Truth is more than just stories
Susanna Birgersson, Editor

[Published March 30, 2014 ]

IN A PREFACE TO the new Swedish-published book “Postmodernism Explained: Skepticism and Socialism from Rousseau to Foucault” by Stephen RC Hicks, Peter Santesson writes: “Modern thinking laid the foundations for the open society. Why would the impact of giving up that thinking be less dramatic?”
Modern thinking is based on the premise that the mind can tell us something about reality outside the mind. Confidence in reason is the prerequisite of the Enlightenment foundations of science and the mother of individualism; its consequences are technological and medical advances, individual rights, and liberal democracy.
Hicks takes us on a winding journey, all the way back to the crime scene and toward contemporary postmodernist theories and policies. ep-swedish-review-150px
1700s philosopher Immanuel Kant is the villain, at least according to Hicks.
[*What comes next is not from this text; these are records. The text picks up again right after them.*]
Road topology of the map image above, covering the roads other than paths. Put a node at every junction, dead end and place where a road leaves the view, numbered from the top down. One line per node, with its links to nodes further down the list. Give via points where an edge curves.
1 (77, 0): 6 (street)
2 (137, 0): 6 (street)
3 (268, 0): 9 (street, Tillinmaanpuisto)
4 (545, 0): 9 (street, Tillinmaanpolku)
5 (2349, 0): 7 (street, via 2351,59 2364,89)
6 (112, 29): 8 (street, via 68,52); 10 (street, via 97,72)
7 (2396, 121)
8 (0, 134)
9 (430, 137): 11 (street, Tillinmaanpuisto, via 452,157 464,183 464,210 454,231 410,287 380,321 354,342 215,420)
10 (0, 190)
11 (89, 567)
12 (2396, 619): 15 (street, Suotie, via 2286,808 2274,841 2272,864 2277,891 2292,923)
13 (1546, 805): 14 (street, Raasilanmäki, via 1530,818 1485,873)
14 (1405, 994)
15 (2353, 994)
In contrast to the Enlightenment fathers, Kant argued there were too many filters and individual experiences between reason and reality for man to reach objective knowledge by perception and thinking. He liked the mind, but did not think it was capable of something more than indulging itself. Humans may have meticulous organization inside their reason, but of the reality outside they cannot say anything.
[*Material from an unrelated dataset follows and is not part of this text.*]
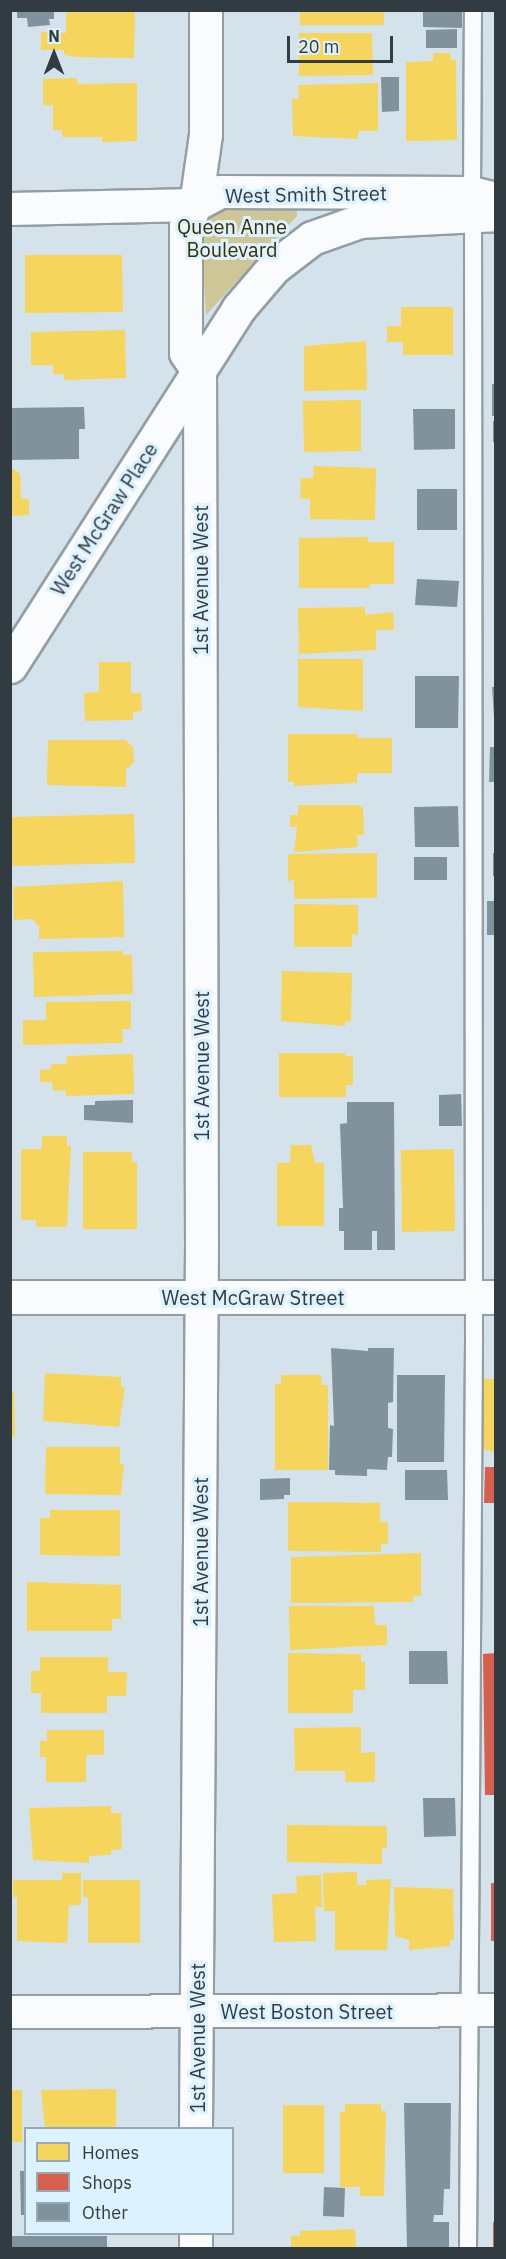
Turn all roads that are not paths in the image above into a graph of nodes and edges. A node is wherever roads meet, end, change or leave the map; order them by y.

What followed was the beginning of an effective dismantling of the ethics of individualism and the Enlightenment view of human beings with their right to self-determination.
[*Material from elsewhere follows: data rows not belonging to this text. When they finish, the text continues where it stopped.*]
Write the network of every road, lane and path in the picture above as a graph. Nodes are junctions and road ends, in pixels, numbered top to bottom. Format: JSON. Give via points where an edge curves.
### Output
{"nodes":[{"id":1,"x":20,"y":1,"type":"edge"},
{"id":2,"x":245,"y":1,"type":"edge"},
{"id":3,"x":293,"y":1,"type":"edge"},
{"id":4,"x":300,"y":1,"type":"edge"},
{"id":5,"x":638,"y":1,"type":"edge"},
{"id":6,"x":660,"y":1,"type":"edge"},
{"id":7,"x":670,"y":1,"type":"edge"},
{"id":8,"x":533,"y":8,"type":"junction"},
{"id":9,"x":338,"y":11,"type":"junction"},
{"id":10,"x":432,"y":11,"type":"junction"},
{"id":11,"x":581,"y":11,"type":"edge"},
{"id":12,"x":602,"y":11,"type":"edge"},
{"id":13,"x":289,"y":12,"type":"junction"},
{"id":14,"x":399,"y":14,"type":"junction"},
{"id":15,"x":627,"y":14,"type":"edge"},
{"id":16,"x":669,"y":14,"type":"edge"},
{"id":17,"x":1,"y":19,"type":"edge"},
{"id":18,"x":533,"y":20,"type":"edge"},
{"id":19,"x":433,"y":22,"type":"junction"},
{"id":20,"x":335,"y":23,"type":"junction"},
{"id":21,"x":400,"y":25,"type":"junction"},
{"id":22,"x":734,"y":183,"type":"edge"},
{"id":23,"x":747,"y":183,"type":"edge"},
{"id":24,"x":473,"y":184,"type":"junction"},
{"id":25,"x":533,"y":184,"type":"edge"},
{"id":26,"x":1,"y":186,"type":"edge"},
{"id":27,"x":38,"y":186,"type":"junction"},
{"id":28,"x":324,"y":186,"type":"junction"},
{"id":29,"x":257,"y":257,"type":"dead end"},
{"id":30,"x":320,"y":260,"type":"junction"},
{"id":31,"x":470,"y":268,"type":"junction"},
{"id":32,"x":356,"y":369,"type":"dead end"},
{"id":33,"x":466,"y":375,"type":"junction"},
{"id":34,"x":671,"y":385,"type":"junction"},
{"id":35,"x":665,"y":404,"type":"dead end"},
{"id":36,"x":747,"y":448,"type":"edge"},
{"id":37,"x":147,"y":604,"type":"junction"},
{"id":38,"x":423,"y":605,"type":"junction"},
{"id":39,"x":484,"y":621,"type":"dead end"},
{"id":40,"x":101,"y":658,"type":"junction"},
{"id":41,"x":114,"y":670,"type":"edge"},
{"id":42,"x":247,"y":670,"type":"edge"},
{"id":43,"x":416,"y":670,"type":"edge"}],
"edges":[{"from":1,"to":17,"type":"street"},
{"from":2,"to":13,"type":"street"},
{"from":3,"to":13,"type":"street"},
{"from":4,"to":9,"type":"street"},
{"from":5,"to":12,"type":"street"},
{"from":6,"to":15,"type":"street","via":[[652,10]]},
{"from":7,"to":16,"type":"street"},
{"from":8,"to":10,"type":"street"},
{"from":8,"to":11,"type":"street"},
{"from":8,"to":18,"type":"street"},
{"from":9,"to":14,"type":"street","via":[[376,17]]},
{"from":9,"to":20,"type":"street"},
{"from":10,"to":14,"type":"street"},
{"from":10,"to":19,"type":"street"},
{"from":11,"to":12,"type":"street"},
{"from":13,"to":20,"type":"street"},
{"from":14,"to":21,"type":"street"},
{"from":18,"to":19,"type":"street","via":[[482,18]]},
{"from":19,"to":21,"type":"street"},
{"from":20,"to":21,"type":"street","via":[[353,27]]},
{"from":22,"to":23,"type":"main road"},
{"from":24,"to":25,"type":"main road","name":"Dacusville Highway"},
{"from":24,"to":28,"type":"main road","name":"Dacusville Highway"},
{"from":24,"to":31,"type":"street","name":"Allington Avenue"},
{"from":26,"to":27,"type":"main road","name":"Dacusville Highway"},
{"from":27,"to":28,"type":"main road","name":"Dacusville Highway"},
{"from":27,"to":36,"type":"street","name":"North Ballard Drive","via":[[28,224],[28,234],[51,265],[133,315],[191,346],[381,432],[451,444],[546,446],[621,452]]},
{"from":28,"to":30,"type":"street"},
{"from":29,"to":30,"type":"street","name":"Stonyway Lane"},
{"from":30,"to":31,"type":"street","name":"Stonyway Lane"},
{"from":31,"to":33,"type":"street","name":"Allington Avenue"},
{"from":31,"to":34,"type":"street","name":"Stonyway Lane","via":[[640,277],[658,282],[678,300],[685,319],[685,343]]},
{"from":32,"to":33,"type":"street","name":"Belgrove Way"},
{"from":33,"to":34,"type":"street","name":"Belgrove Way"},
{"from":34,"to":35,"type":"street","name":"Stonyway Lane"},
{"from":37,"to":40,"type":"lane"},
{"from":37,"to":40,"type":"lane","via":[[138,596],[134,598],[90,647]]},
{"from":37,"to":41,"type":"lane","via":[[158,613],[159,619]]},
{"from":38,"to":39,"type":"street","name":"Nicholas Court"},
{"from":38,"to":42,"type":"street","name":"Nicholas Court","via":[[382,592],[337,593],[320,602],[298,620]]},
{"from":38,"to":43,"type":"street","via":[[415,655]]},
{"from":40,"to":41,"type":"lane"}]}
And so Hegel’s totally bizarre use of common sense notion. Can we even know oneself? The idea of theses followed by antitheses which empties into the syntheses—something blissfully covering both the opposing statements and no further—is incomprehensible. Graphed dialectics is certainly stylish. Possibly it is a fruitful way to frame the paradoxes found in the Christian faith, a description of the meeting between the immanent and the transcendent. But as a guide to the knowledge of the worldly journey, Hegel is hardly someone to hold your hand.
Hicks turns to collectivism and socialism, in the journey towards the final defeat of reason in postmodernism—in the postwar period this gas seeped into the education system, the human sciences, and politics.
The Enlightenment premise is that the mind can give us knowledge of the real world. But a proper defense of it is still missing, so this basic assumption is the Enlightenment’s Achilles heel—and that’s the stance that postmodernists kick.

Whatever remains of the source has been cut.